Reprodução/JuanonJuan Blog

Obrigado, Kobe Bryant! #ThankyouKobe

Quando eu tinha uns 12 anos, eu vi o Chicago Bulls de Michael Jordan vencer a série de seis jogos (um mais espetacular que o outro) e faturar o tri-campeonato da NBA em 1993, em cima do Phoenix Suns de Charles Barkley. Depois disso, Jordan anunciou uma aposentadoria meio mequetrefe para jogar beisebol. Voltou dois anos depois, para ganhar outros três campeonatos em cima do extinto Seattle Supersonics (de Shawn Kemp) e do Utah Jazz (de Karl Malone e John Stockton). Aquele time e, principalmente o maior astro daquele esquadrão, eram mágicos. Impossível qualquer ser humano superar o que foi Michael Jordan para aqueles meninos que cresceram nos anos 90, assistindo NBA na TV Bandeirantes, em jogos que passavam depois da meia-noite das sextas-feiras.

Mas aí, em 1996, um cara chamado Kobe Bryant foi escolhido no Draft da NBA. Para mim, esse foi o maior erro que ele cometeu. Ele apareceu exatamente no momento que Jordan se aposentava das quadras. E tinha a PETULÂNCIA de dizer que queria ocupar o lugar do maior jogador de basquete de todos os tempos. Isso foi demais para mim.

Quando Jordan arremessou aquela bola no jogo seis da final de 1998, o basquete acabou para mim. Eu conto nos dedos os jogos que eu assisti desde então. Eu tinha visto o Dream Team massacrar o Brasil nas Olímpiadas de 1992. Vi Jordan realizar jogadas inacreditáveis (tenho na memória um lance dele nas semifinais de 1997 que um dia eu conto pra vocês).
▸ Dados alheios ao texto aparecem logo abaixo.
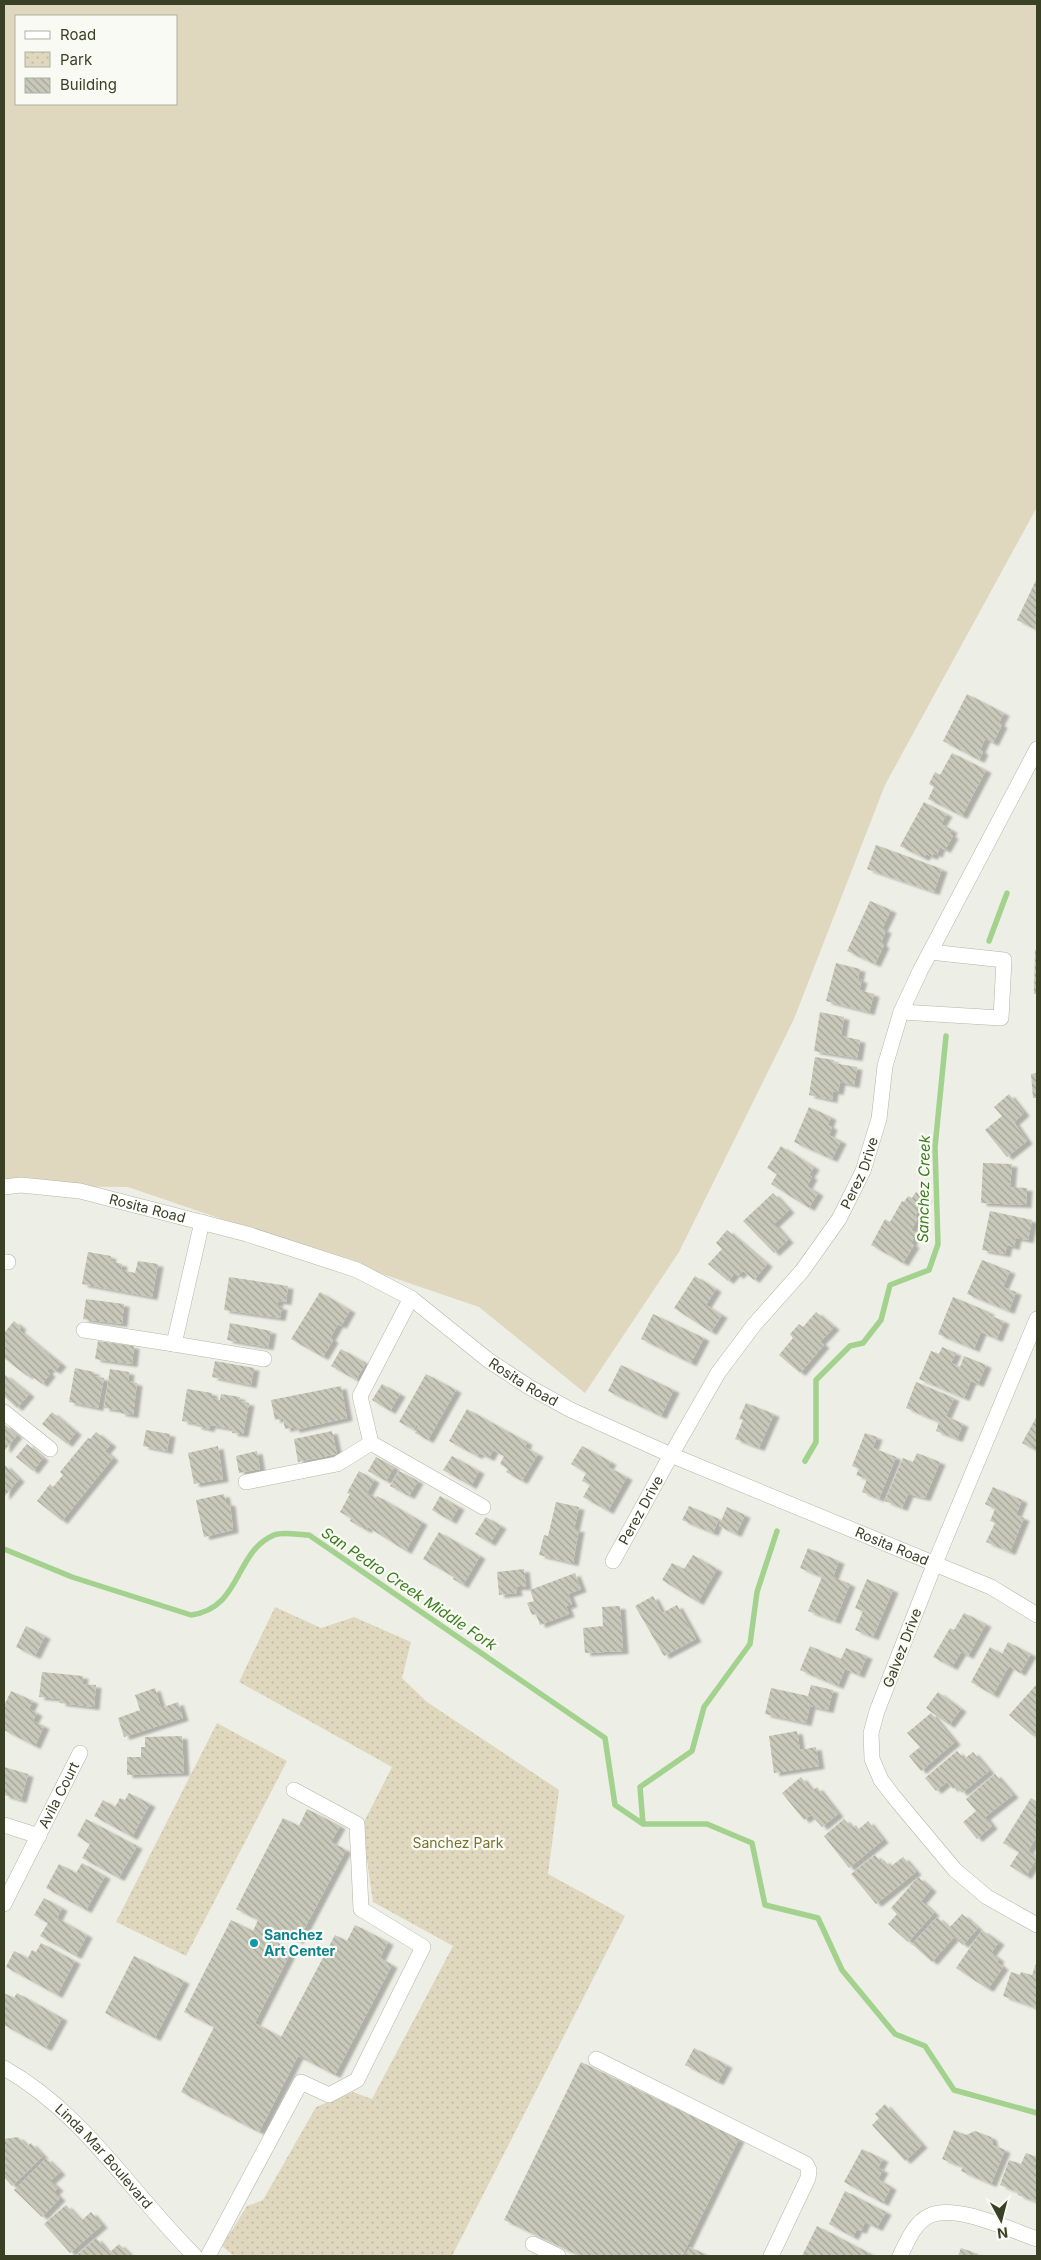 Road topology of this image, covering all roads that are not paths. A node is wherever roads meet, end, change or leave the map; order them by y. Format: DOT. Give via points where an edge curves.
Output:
graph roads {
  1 [pos="1037,749"];
  2 [pos="930,952"];
  3 [pos="901,1012"];
  4 [pos="4,1186"];
  5 [pos="202,1222"];
  6 [pos="411,1298"];
  7 [pos="1037,1319"];
  8 [pos="84,1330"];
  9 [pos="174,1344"];
  10 [pos="1031,1353"];
  11 [pos="264,1358"];
  12 [pos="4,1412"];
  13 [pos="371,1443"];
  14 [pos="50,1449"];
  15 [pos="671,1455"];
  16 [pos="246,1482"];
  17 [pos="483,1507"];
  18 [pos="613,1561"];
  19 [pos="935,1563"];
  20 [pos="1037,1616"];
  21 [pos="80,1753"];
  22 [pos="294,1790"];
  23 [pos="4,1825"];
  24 [pos="39,1836"];
  25 [pos="4,1904"];
  26 [pos="1037,1925"];
  27 [pos="596,2059"];
  28 [pos="4,2068"];
  29 [pos="1037,2239"];
  30 [pos="533,2244"];
  31 [pos="195,2256"];
  32 [pos="208,2256"];
  33 [pos="558,2256"];
  34 [pos="771,2256"];
  35 [pos="900,2256"];
  1 -- 2 [label="street, Perez Drive"];
  2 -- 3 [label="street, Perez Drive"];
  2 -- 3 [label="street" via="1004,960 1001,1018"];
  3 -- 15 [label="street, Perez Drive" via="885,1066 879,1119 863,1171 839,1220 802,1272 754,1325 718,1373"];
  4 -- 5 [label="street, Rosita Road" via="80,1191"];
  5 -- 6 [label="street, Rosita Road" via="358,1270"];
  5 -- 9 [label="street"];
  6 -- 13 [label="street" via="360,1396"];
  6 -- 15 [label="street, Rosita Road" via="528,1388"];
  7 -- 10 [label="street, Galvez Drive"];
  8 -- 9 [label="street"];
  9 -- 11 [label="street"];
  10 -- 19 [label="street, Galvez Drive"];
  12 -- 14 [label="street"];
  13 -- 16 [label="street" via="337,1464"];
  13 -- 17 [label="street"];
  15 -- 18 [label="street, Perez Drive"];
  15 -- 19 [label="street, Rosita Road"];
  19 -- 20 [label="street, Rosita Road" via="990,1586"];
  19 -- 26 [label="street, Galvez Drive" via="877,1711 871,1733 872,1759 881,1780 955,1870 987,1896"];
  21 -- 24 [label="street, Avila Court"];
  22 -- 32 [label="street" via="357,1824 361,1909 423,1947 357,2080 328,2095 301,2082"];
  23 -- 24 [label="street"];
  24 -- 25 [label="street, Avila Court"];
  27 -- 34 [label="street" via="806,2164 808,2178"];
  28 -- 31 [label="street, Linda Mar Boulevard" via="30,2084 75,2122"];
  29 -- 35 [label="street" via="963,2214 943,2212 928,2216 915,2228"];
  30 -- 33 [label="street"];
}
Além disso, a gente via Patrick Ewing, David Robinson, Shaquille O’Neal (que eu, particularmente, nunca gostei), Hakeen Olajuwon, e tantos outros. Ao se aposentar, Jordan levou com ele toda aquela vontade de acompanhar o basquetebol que eu tinha.

E por causa disso, eu não acompanhei a carreira de Kobe Bryant. Meu interesse pelo basquete só voltou em 2010, quando Universo/Brasília venceu o Flamengo por 3×2 nos playoffs. Meu ídolo no esporte passou a ser Alex, ala que hoje joga pelo Bauru, exemplo de atleta e ser humano. E meu interesse passou a ser mais o time de Brasília do que propriamente o esporte. Conversando com os colegas jornalistas mais aficionados pelo basquete, foram quase unânimes ao dizer que se Kobe Bryant não foi o melhor de todos os tempos, está pelo menos no Top 10. Um deles inclusive cometeu a OUSADIA de perguntar se Michael Jordan chegava perto de Bryant. Para mim, algo inimaginável.

Até que, no início desta temporada, Kobe Bryant anunciou a aposentadoria. Comoção geral. E eu, com 20 anos de atraso, fui dar uma olhada no camarada. Ele já não era o que diziam. Afinal, o tempo chega para todos. As contusões e (principalmente) o time do Lakers deste ano (que hoje conta com Marcelinho Huertas, brasileiro craque de bola), não ajudavam muito. Além disso, temos o protagonismo do gênio Stephen Curry, do Golden State Warriors. O Lakers nem cogitou passar para os playoffs. Então, a temporada regular foi uma espécie de contagem regressiva para o fim da carreira de Kobe.

Mas a vida corrida deu um passo para trás e me permitiu assistir o último jogo. E que jogo! Kobe anotou 60 pontos. Acertou bolas de três, deu assistências, infiltrou, enterrou, fez o diabo. Ou seja, foi o Kobe de sempre, que há muito não aparecia. E aí a ficha caiu. Eu percebi que eu perdi muita coisa. Conto nos dedos os jogos que assisti do Lakers nesse tempo (o que explica também minha fidelidade ao Bulls, rival histórico). Perdi o jogo dos 81 pontos. Torci contra ele na final contra o Boston Celtics. Perdi todos os All-Star Games. Perdi os mais de 33 mil pontos que ele anotou na carreira. E tantas outras coisas. Tudo isso porque ele cometeu a ousadia de querer tomar o lugar do meu ídolo Michael Jordan.

Por isso, eu peço desculpas a você, Kobe. Eu te ignorei por tanto tempo e perdi praticamente tudo o que você fez. Tudo isso porque você quis jogar mais que Michael Jordan. Porém, em um único jogo, literalmente no último jogo, você mostrou que era tudo isso que falavam. E me fez me sentir privilegiado por assistir essa última partida. Pode deixar, serei mais um que vai contar pros mais novos que você era um gênio.